In the words of Gærtner, an embryo is ascending when its apex is pointed to the apex of the fruit; descending, if to the base of the fruit; centripetal, if turned towards the axis of the fruit; and centrifugal, if towards the sides of the fruit; those embryos are called wandering, or vagi, which have no evident direction.

The cotyledons are generally straight, and placed face to face; but there are numberless exceptions to this. Some are separated by the intervention of albumen (Plate VI. fig. 11.); others are naturally distant from each other without any intervening substance. Some are straight, some waved, others arcuate or spiral. When they are folded with their back upon the radicle, they are called incumbent; if their edges are presented to the same part, they are accumbent ; terms chiefly used in speaking of Cruciferæ.

15. Of Naked Seeds.

By naked seeds has been understood, by the school of Linnæus, small seed-like fruit, like that of Labiatæ, Boragineæ, grasses, and Cyperaceæ. But as these are distinctly covered by pericarpia, as has been shown above, the expression in the sense of Linnæus is obviously incorrect, and is now abandoned. Hence it has been inferred that there is no such thing in existence as a naked seed; that is to say, a seed which bears on its own integuments the organ of impregnation. To this proposition botanists had assented till the year 1825, when Mr.

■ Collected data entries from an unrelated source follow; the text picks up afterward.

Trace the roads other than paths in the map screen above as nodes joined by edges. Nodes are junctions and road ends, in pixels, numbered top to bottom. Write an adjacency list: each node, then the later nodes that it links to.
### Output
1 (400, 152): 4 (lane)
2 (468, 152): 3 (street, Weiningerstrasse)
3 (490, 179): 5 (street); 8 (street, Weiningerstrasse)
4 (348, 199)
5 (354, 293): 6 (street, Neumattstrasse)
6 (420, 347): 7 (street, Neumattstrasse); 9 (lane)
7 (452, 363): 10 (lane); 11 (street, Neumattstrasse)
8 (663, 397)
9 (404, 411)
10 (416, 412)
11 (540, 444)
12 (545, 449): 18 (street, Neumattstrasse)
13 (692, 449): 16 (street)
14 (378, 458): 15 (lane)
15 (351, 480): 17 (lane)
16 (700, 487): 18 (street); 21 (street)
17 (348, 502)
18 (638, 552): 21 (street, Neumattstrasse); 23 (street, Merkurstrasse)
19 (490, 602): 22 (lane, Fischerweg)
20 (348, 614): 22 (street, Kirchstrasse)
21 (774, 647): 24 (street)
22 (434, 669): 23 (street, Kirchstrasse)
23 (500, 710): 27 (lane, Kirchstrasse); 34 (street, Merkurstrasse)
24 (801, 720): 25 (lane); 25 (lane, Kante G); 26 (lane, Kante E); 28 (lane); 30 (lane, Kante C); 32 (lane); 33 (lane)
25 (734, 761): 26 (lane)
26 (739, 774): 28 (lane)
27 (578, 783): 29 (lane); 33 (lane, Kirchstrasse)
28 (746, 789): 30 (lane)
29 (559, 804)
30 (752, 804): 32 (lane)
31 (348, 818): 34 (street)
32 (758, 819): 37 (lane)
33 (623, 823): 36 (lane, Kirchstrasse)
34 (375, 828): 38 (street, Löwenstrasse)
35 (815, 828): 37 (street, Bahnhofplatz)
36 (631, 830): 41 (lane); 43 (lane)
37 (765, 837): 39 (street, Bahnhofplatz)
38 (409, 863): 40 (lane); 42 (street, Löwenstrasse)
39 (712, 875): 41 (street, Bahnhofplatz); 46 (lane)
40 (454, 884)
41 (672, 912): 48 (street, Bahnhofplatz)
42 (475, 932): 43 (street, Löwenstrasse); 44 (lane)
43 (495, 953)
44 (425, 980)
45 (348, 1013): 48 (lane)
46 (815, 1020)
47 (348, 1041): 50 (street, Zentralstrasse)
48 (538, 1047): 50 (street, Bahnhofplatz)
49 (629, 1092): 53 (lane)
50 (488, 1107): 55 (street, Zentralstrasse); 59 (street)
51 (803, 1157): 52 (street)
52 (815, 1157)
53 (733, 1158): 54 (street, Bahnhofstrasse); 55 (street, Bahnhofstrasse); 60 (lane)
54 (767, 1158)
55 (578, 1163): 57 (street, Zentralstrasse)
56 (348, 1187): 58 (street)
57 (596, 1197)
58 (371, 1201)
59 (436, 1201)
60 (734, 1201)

Brown demonstrated the existence of seeds strictly naked; that is to say, from their youngest state destitute of pericarpium, and receiving impregnation through their integuments without the intervention of style or stigma, or any stigmatic apparatus. That learned botanist has demonstrated that seeds of this description are uniform in Coniferæ and Cycadeæ, in which no pericarpial covering exists. But we have no knowledge at present of such an economy obtaining in other plants, as a constant character. It does however happen, as the same observer has pointed out, that in particular species the ovarium is ruptured at an early period by the ovula, which thus, when ripe, become truly naked seeds; remarkable instances of which occur in Ophiopogon spicatus, Leontice thalictroides, and Peliosanthes Teta.